ZoltMoney is built so large international transfers to India land cleanly, without the slow SWIFT-and-RTGS handoff inside a traditional bank wire:

  • Real mid-market exchange rate on every transfer
  • Zero transfer fees on the user side
  • Stablecoin settlement rails in the backend, which bypass the SWIFT and correspondent bank chain
  • Same-day delivery to Indian bank accounts in most cases, with the Indian-side RTGS leg handled cleanly.

That means your large international transfer reaches the beneficiary’s NRO, NRE, or resident savings account at full INR value, without losing 2.5% to a bank FX margin or two days to a correspondent chain. On a ₹40 lakh repatriation or property transfer, that is roughly ₹1 lakh that stays in your family’s account instead of a bank’s.

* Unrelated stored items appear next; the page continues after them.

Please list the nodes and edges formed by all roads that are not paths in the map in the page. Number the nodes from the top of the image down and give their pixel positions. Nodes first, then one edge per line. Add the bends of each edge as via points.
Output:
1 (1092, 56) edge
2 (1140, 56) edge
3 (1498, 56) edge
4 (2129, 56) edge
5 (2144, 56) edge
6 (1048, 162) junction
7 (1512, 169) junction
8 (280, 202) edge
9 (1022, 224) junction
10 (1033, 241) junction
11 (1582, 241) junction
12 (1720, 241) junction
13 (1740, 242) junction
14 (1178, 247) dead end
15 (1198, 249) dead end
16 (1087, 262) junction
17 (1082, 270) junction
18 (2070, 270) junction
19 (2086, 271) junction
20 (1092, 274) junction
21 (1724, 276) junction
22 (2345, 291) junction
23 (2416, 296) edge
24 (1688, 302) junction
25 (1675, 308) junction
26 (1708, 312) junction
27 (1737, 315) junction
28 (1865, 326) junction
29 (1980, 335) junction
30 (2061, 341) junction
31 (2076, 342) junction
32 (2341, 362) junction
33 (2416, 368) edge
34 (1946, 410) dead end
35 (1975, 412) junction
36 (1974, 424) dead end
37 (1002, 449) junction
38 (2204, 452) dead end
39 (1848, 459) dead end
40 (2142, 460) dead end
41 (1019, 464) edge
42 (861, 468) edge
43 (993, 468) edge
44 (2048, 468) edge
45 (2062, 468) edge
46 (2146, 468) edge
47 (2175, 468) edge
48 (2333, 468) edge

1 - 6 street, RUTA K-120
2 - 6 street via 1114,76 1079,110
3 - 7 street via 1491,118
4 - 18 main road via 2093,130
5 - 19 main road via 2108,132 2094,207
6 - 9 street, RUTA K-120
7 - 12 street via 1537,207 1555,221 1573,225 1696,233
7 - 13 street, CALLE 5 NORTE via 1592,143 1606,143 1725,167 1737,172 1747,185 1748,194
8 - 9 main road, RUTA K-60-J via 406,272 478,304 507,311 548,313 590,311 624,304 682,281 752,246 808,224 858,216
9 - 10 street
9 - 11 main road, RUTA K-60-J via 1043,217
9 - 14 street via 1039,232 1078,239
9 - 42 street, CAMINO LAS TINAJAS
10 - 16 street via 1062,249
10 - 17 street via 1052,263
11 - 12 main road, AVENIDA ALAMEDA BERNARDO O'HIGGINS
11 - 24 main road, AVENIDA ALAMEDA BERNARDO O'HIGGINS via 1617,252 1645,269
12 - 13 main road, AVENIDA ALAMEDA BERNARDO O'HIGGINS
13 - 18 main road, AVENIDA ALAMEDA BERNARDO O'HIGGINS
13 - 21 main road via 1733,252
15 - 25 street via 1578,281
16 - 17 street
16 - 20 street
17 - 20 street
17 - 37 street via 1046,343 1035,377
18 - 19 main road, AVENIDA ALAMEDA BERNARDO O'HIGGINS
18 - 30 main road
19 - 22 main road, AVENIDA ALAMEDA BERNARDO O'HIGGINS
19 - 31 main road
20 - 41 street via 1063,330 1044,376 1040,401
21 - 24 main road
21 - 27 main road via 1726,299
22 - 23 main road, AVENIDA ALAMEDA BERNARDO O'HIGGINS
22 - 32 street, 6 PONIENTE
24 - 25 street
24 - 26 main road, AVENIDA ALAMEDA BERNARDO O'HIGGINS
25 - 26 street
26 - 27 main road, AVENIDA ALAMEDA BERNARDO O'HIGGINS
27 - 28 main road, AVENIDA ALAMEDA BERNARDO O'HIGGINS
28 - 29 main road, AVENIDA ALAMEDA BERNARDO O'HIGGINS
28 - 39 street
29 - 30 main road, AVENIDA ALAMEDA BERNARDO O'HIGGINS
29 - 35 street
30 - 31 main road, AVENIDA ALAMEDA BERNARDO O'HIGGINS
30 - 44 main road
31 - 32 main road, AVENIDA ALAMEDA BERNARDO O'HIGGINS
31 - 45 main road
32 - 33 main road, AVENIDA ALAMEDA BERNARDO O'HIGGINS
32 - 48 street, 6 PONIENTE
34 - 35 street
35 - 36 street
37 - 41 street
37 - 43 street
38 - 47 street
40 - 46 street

ZoltMoney is live on Android and iOS.

FAQs

Can NRIs use RTGS to send money from abroad to India?

No. RTGS is a domestic Indian payment system and cannot be initiated from a foreign bank account. NRIs must use SWIFT to bring funds to an Indian authorised dealer bank, which then uses RTGS internally for the final domestic leg to the beneficiary’s account.

What is the minimum amount for an RTGS transfer in India?

The minimum RTGS transfer in India is ₹2 lakh per transaction. There is no upper limit set by the RBI, though individual banks set their own daily caps. Online net banking RTGS caps typically range between ₹20 lakh and ₹50 lakh per day for most retail customers.

How long does a large international transfer using SWIFT and RTGS take?

A traditional SWIFT wire takes 2 to 5 business days to reach an Indian AD bank. Once received, the AD bank processes FEMA checks, converts them to INR, and triggers the RTGS leg, which typically credits the beneficiary’s account within minutes to two hours of the message reaching India.

Are there RTGS charges for large international transfers?

The RTGS leg is usually free online, with branch RTGS charging ₹25 to ₹50. The real costs sit on the SWIFT leg: $25 to $50 in wire fees, 1.5% to 3% in FX margin, and $10 to $30 in correspondent bank deductions. A $20,000 transfer can lose $400 to $1,000 in total.

What documents do I need for a large international transfer to India?

You need the beneficiary’s account number, IFSC code, and exact bank-record name, plus the receiving AD bank’s SWIFT/BIC. For amounts above ₹50 lakh or equivalent, banks usually ask for proof of the source of funds. Collect the FIRC after the transfer for future tax filings and repatriation paperwork.

DISCLAIMER

This article is for educational purposes only and does not constitute financial, legal, or tax advice. RTGS rules, RBI guidelines, AD bank policies, AML thresholds, and FEMA documentation requirements change from time to time. Always confirm current procedures with your authorised dealer bank or a qualified financial advisor before initiating a large international transfer.